The calculator above runs the full IS 456:2000 Cl. 33 limit-state design. You enter going (horizontal flight length), rise and tread per step, landing span, and waist slab thickness. The tool inherits concrete, steel and cover from the Design Context. Loads come from IS 875 Part 2 (live load 3 kN/m² for residential, 4-5 for public) plus the characteristic self-weights — the waist slab projected on the horizontal plane (weighted by the sloped factor √(r² + T²)/T), the triangular concrete wedges of the steps, and the floor finish.
IS 456 clauses applied by the calculator:
- Effective span per Cl. 33.1: for simply-supported dog-legged flights, span = going + landings (centre-to-centre distance).
- Self-weight of waist slab (Cl. 33.2): w_waist = 25 × t × √(r² + T²) / T (kN/m² on horizontal projection, accounts for sloped area).
- Self-weight of steps: w_step = 25 × r / 2 (triangular wedges).
- Factored UDL: wu = 1.5 × (DL + LL) per Table 18.
- Design moment Mu = wu × Leff² / 8 (simply supported).
- Main steel from Annex G limit-state formula; minimum 0.12 % for Fe500/500D (Cl. 26.5.2.1).
- Distribution steel transverse to main — typically 0.12 % minimum, same bar dia.
- Deflection check per Cl. 23.2.1 — span/d ≤ 20 × (modification factor for tension steel %).
- Anchorage: main bars extend 10φ into landings as L-hooks to avoid pull-out at the break point.
Worked example — 4 m flight residential staircase
Typical residential staircase: floor height 3.2 m, so 20 risers at 160 mm each rise; 10 risers per flight in a dog-legged arrangement.
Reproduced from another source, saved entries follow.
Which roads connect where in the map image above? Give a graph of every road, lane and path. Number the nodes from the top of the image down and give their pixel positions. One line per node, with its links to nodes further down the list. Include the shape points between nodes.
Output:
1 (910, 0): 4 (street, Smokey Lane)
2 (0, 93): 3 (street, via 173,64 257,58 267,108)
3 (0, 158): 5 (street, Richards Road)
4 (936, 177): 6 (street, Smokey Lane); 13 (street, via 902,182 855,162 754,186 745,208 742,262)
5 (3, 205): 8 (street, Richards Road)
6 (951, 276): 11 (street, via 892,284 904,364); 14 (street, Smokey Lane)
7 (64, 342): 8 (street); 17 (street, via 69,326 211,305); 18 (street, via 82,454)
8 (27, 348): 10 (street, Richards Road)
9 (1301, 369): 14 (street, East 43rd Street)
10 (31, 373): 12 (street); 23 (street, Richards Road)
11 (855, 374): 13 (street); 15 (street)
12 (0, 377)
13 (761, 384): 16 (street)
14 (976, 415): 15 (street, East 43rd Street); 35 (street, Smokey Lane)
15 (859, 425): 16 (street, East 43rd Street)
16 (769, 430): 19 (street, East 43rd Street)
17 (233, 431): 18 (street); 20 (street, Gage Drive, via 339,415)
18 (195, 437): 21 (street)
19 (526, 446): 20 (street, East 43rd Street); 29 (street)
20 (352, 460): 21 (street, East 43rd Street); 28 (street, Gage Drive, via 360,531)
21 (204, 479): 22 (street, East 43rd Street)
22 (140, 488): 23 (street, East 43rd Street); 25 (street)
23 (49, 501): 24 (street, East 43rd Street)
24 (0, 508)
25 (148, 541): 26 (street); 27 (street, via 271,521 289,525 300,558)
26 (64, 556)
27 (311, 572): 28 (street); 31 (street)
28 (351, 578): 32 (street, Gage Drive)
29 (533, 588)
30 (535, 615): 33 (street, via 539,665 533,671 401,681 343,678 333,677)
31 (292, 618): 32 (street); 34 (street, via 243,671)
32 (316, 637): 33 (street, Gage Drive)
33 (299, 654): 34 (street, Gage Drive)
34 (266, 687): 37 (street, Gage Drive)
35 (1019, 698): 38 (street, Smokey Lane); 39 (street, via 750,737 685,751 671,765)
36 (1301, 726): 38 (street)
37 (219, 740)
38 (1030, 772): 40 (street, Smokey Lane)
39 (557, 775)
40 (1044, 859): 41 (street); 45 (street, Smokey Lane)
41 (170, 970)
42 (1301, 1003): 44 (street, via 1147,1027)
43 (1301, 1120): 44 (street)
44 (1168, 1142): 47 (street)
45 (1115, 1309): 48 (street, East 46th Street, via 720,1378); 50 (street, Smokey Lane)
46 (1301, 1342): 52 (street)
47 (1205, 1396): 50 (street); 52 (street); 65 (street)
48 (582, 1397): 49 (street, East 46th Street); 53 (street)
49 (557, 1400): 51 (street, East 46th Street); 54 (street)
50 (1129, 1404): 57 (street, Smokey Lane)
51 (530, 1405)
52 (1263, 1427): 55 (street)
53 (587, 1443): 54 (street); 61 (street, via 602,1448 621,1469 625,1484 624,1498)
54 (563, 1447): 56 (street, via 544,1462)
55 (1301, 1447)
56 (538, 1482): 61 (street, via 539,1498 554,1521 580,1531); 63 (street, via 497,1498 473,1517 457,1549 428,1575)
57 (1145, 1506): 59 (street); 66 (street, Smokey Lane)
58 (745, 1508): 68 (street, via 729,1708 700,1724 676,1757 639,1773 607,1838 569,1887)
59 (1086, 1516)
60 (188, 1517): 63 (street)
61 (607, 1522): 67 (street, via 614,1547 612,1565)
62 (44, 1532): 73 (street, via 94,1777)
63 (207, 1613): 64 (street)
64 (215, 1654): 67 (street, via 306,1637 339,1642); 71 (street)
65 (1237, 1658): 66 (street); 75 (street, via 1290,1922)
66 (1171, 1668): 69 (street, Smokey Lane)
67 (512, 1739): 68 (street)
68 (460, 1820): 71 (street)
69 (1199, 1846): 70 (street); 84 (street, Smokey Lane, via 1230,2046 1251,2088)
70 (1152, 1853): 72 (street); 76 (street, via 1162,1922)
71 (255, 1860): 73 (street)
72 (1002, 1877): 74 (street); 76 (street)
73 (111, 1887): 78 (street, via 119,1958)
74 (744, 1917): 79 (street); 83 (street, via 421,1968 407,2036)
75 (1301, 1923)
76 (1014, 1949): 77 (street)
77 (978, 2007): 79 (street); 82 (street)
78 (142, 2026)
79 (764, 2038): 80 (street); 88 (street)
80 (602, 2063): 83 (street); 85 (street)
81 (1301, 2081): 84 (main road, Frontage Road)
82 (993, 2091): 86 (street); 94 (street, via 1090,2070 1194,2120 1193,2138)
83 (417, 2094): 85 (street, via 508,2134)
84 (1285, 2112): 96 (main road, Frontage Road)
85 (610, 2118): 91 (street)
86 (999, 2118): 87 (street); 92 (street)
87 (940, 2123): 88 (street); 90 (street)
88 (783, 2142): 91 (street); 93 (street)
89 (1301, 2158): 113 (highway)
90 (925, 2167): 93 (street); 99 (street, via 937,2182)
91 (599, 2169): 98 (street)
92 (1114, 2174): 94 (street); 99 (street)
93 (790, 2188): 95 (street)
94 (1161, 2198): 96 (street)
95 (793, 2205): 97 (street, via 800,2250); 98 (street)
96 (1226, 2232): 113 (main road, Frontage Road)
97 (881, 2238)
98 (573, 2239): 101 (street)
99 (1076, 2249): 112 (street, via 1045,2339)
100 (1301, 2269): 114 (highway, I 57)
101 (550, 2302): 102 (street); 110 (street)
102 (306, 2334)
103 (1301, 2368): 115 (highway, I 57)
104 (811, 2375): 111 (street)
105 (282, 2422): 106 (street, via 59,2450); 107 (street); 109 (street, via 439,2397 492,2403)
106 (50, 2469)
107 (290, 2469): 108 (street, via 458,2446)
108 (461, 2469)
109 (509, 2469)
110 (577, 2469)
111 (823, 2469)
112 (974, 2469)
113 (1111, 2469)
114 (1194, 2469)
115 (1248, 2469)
Tread 275 mm → going = 9 × 275 = 2,475 mm per flight (10 risers means 9 treads horizontal). Landing span 1.2 m. Waist slab 150 mm, residential LL 3 kN/m², finish 1 kN/m². Effective span = 2,475 + 2 × 1,200 = 4,875 mm. Sloped factor = √(160² + 275²) / 275 = 1.156. Waist self-weight = 25 × 0.15 × 1.156 = 4.34 kN/m²; steps = 25 × 0.08 = 2.0 kN/m². Total DL on flight = 7.34 kN/m²; factored wu = 1.5 × (7.34 + 3) = 15.5 kN/m². Mu = 15.5 × 4.875² / 8 = 46 kN·m/m. Assuming d = 150 − 20 − 6 = 124 mm, Ast ≈ 1,090 mm²/m → provide 12φ @ 100 c/c (Ast = 1,131 mm²/m) along the going. Distribution: 8φ @ 200 c/c. Span/d = 4,875/124 = 39.3 — check against 20 × 1.0 = 20; fails → increase waist to 175 mm.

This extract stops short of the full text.